Four human longSAGE tags specifically mapped to a cluster of four miRNAs on Chromosome 4. These evolutionarily conserved miRNAs are transcribed from the antisense strand of an intron of HDCMA18P gene.

The large amount of mouse longSAGE data provides rich information about the particular tissue and developmental stage of the expression of 14 known miRNAs. In the mouse embryo at Theiler Stage 14, for example, we observed the expression of mir-133a-2 and mir-351 in heart ventricle. At the same stage, SAGE detects the expression of mir-29b-2 in heart bulbous cordis. The expression of mir-29b and mir-133 in the heart has been confirmed by northern blot [19].
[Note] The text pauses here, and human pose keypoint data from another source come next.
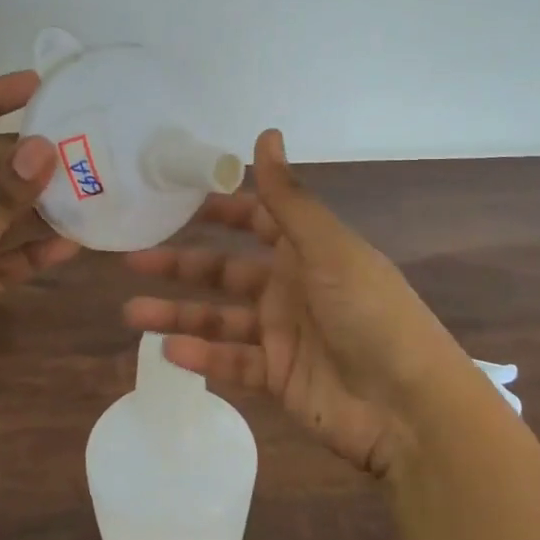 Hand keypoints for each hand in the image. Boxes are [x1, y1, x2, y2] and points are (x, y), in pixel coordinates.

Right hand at [123, 129, 465, 476]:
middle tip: (132, 259)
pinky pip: (231, 362)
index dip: (220, 209)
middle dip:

LongSAGE data also indicate the expression of "known" but unconfirmed miRNAs, such as the expression of let-7i in human embryonic stem cells and fetal brain tissues. Although listed as known miRNAs in the miRBASE [15] based on the mouse homolog, its expression has not yet been experimentally confirmed in humans. Similarly, longSAGE tags also suggest the expression of two human (mir-7-1 and mir-125a) and three mouse (mir-331, mir-351, and mir-495) miRNAs that have not been experimentally confirmed (Table 1). LongSAGE data thus provide hints about the expression of unconfirmed miRNAs.
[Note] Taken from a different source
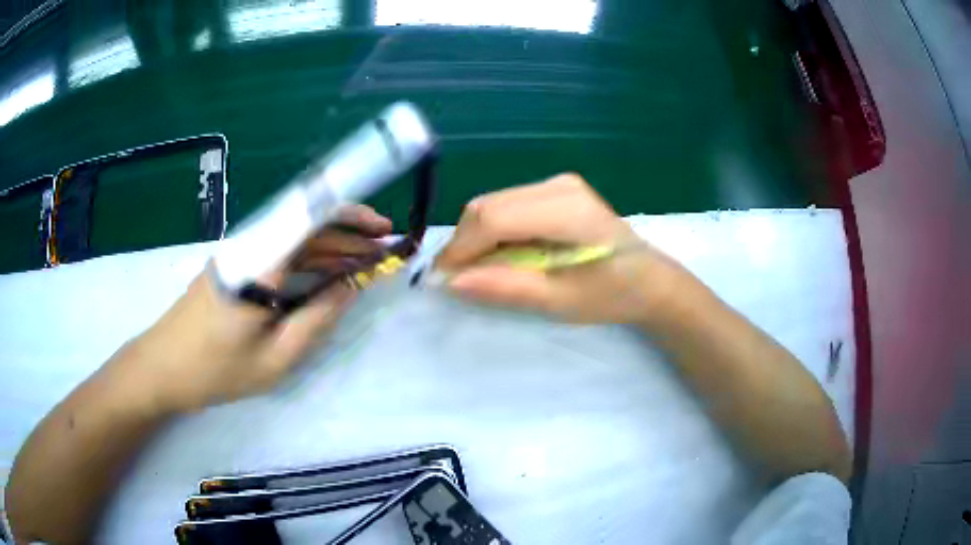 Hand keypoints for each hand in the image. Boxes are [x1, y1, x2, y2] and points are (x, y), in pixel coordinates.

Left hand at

LongSAGE data also provide evidence for the existence of some predicted miRNAs. Two human and seven mouse miRNAs predicted by Lim et al. [4], Berezikov et al. [7] and Sewer et al. [9] are supported by SAGE tags (Table 1). One mouse miRNA candidate, cand202-MM, predicted by both Berezikov et al. [7] and Sewer et al. [9], is highly homologous to human and rat mir-493. The presence of such a SAGE tag in two mouse SAGE libraries strongly supports the existence of mouse mir-493. Two mouse SAGE tags map to genomic loci that are highly homologous to predicted human (cand847-HS) and rat (cand913-RN) miRNAs. The information about the tissue and stage of expression might facilitate the experimental confirmation of these predicted miRNAs.
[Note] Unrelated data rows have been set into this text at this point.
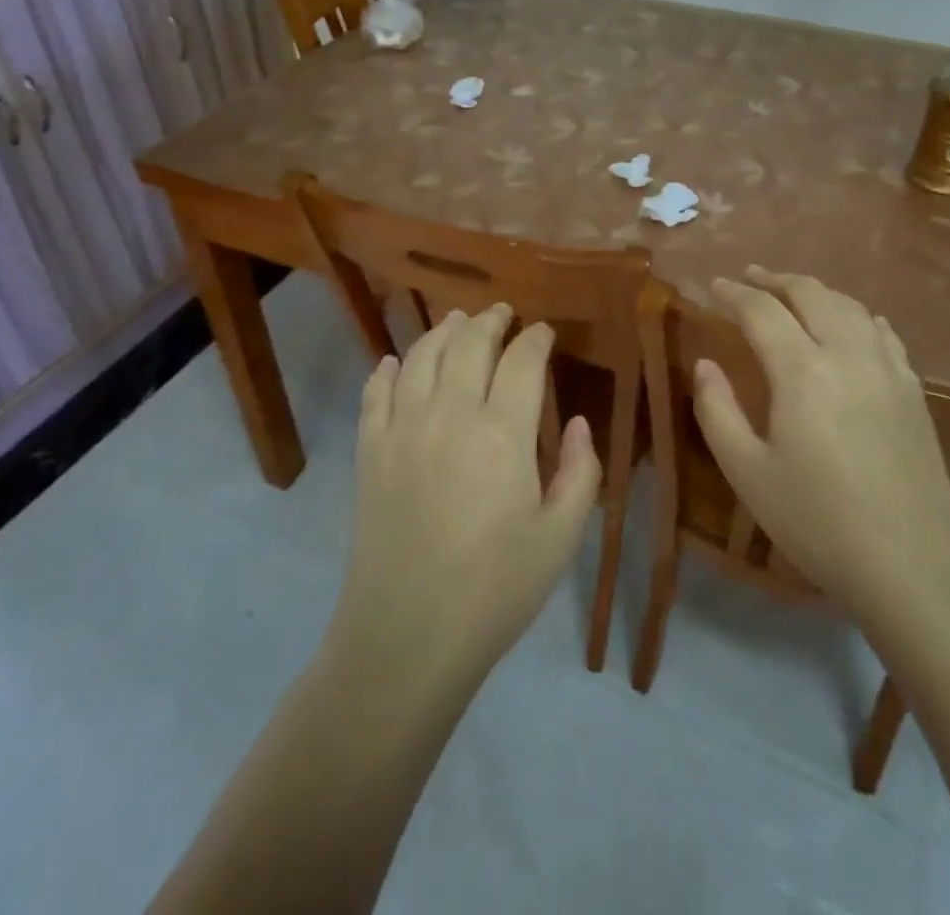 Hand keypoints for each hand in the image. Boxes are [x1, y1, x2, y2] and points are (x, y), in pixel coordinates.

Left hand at [325, 305, 601, 688]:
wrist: (407, 636)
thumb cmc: (495, 589)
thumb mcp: (560, 538)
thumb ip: (580, 472)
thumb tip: (579, 423)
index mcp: (503, 432)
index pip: (522, 361)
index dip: (536, 339)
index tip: (544, 331)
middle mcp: (450, 414)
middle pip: (468, 343)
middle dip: (489, 320)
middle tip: (502, 313)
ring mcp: (402, 429)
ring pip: (421, 356)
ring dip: (442, 331)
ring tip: (456, 321)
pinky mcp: (369, 451)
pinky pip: (375, 392)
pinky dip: (386, 369)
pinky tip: (393, 362)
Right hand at [693, 268, 949, 615]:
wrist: (911, 567)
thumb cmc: (816, 521)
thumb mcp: (747, 471)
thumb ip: (717, 409)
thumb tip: (705, 363)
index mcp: (802, 371)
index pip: (761, 311)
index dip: (733, 293)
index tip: (712, 286)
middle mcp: (848, 354)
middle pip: (810, 293)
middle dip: (774, 279)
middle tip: (748, 278)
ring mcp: (888, 369)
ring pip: (850, 306)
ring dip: (815, 291)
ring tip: (791, 294)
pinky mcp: (913, 390)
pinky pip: (882, 332)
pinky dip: (857, 315)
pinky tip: (851, 323)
The use of SAGE tags to detect miRNA precursors is limited, however. For example, longSAGE tags are subject to sequencing errors. Also, 21 bp tags do not provide full sequences of miRNA precursors. Therefore, further studies are needed to confirm our findings.

Conclusion

In summary, the available longSAGE tags indicate the expression of eight human and 14 mouse known miRNA precursors and provide evidence for the existence of two human and seven mouse predicted miRNAs. Although limited in the number of miRNAs, SAGE data provide useful information on the expression of miRNA. Together with recent longSAGE-based studies that identifies many novel antisense transcripts in mouse [21] and human [22], this study again shows that longSAGE is an effective technology for exploratory transcriptome analysis.

Methods

Genomic coordinates of 332 human and 270 mouse hairpin sequences were downloaded from the miRBase (Ref. 15) as our collection of known miRNAs. Because pre-miRNAs could be longer than these hairpin sequences, these sequences were extended by 30 bp in both directions on corresponding genomic sequences. In addition, miRNAs predicted by Lim et al. [4], Berezikov et al. [7] and Sewer et al. [9] were downloaded from the respective journal web sites. These sequences were then searched for the "CATG" site and 17 bp tags after each of these sites was extracted. Such virtual SAGE tags are linked to miRNAs for further analysis.

The 29 human and 120 mouse longSAGE libraries were retrieved from the gene expression omnibus database (Ref. 16). Another 110 mouse longSAGE libraries were downloaded from the Mouse Atlas of Gene Expression web site (Ref. 17). Pooling multiple libraries for each species led to a total of 632,813 unique human tags and 1,902,036 unique mouse tags. These experimental tags were then compared to the virtual tags extracted from miRNA sequences. Only virtual tags whose sequence is identical to the sequence of real tags were considered confirmed.

For annotation, matched human and mouse tags were mapped to human (Mar. 2006 assembly, hg18) and mouse (Aug. 2005 assembly, mm7) genomic sequences, respectively, using BLAT [20]. All tags mapped to multiple genomic loci or exons of known genes were excluded. Tags mapped to UTR regions were retained only if the tag was transcribed from the opposite strand.